Research: Accelerating GNSS software receivers

By Carles Fernandez–Prades, Javier Arribas and Pau Closas, Centre Tecnologic de Telecomunicacions de Catalunya, Spain. Presented at ION GNSS+, September 2016.

This paper addresses both the efficiency and the portability of a computer program in charge of the baseband signal processing of a GNSS receiver. Efficiency, in this context, refers to optimizing the speed and memory requirements of the software receiver. Specifically, the interest is focused on how fast the software receiver can process the incoming stream of raw signal samples and, in particular, if signal processing up to the position fix can be executed in real-time (and how many channels the host computer executing the receiver application can sustain in parallel).

Diagram of Typical Code and carrier tracking loops in a GNSS receiver.
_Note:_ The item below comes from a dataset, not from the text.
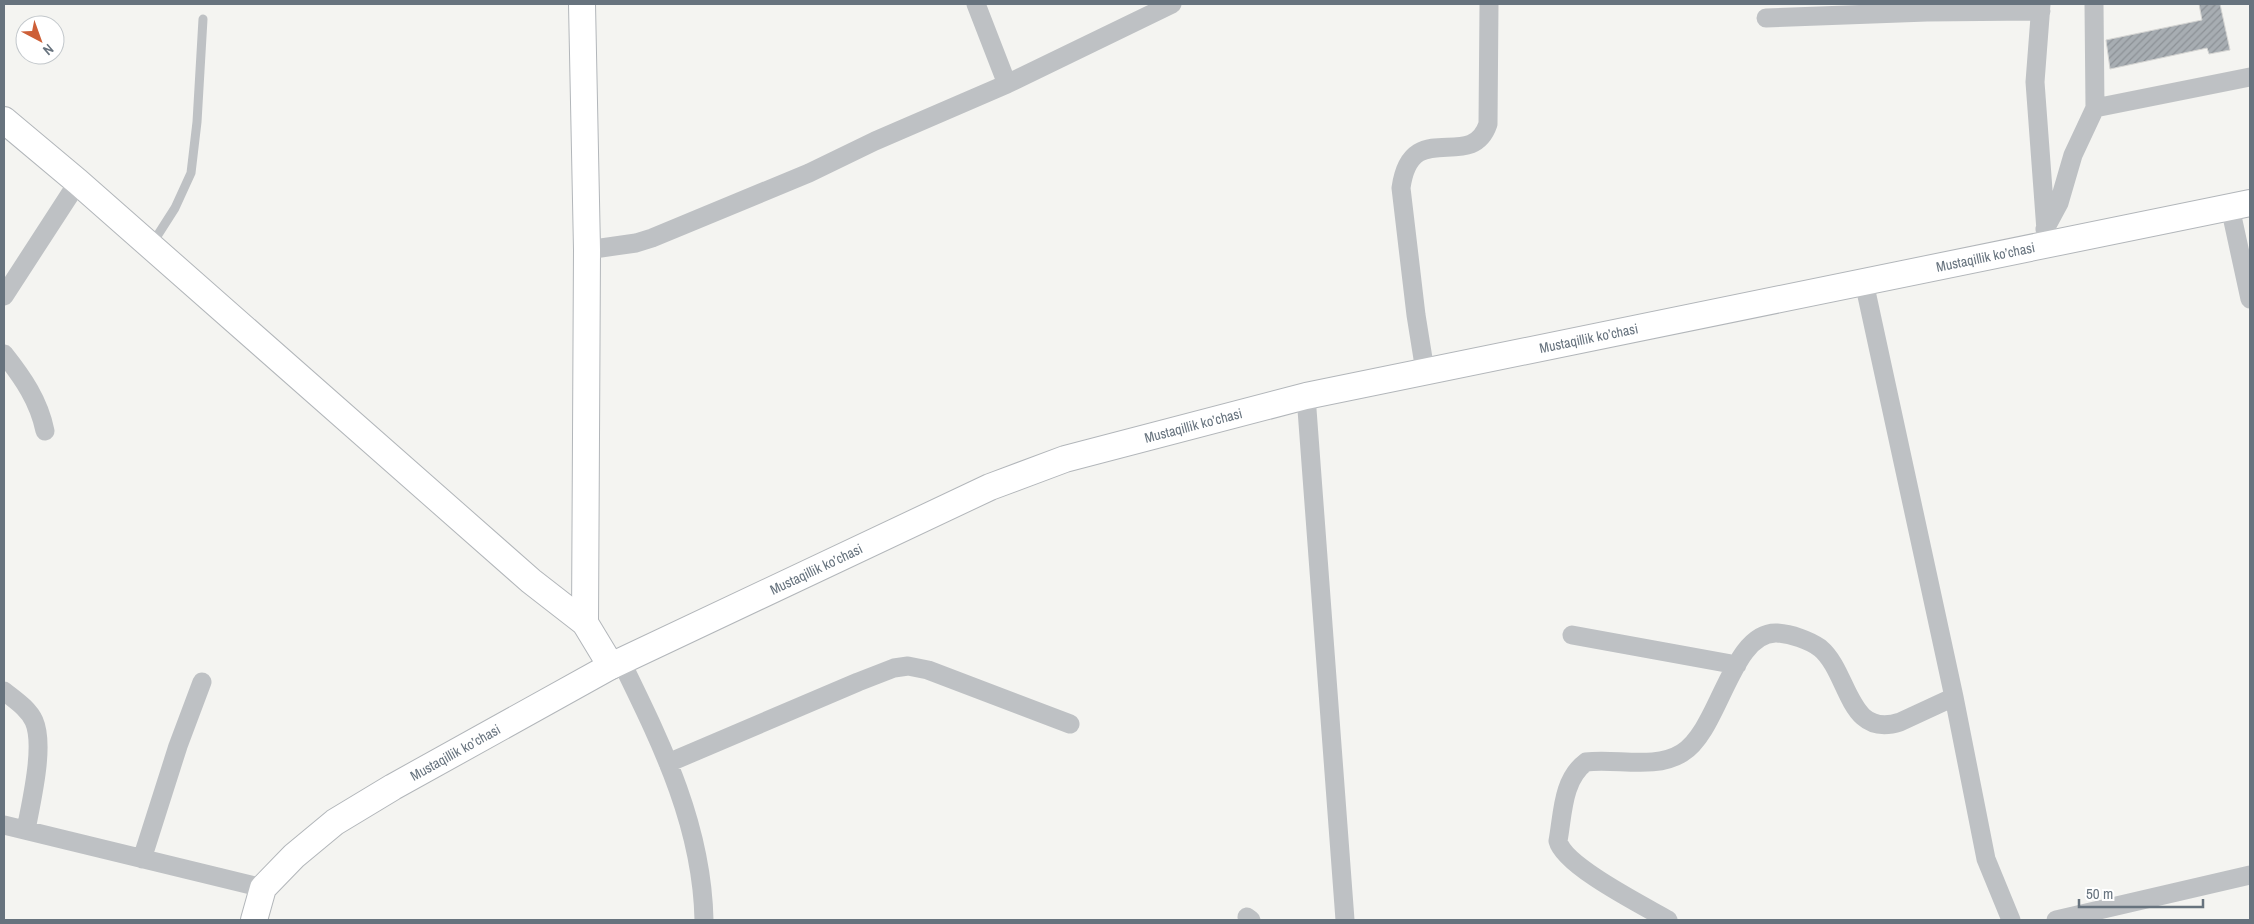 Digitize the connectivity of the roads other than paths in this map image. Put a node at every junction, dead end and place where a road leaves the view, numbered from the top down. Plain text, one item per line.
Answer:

Colored dotted-line boxes show functions implemented in SIMD technology. Lanes “16ic” are data streams whose items are complex numbers with real and imaginary components represented with 16-bit integers, whereas “32fc” indicates those with complex numbers with real and imaginary components in 32-bit floating point representation.

This is achieved by applying the concept of parallelization at different abstraction levels. The paper describes strategies based on task, data and instruction-level parallelism, as well as actual implementations released under an open source license and the results obtained with different commercially available computing platforms. At the same time, the proposed solution also addresses portability, understood as the usability of the same software in different computing environments.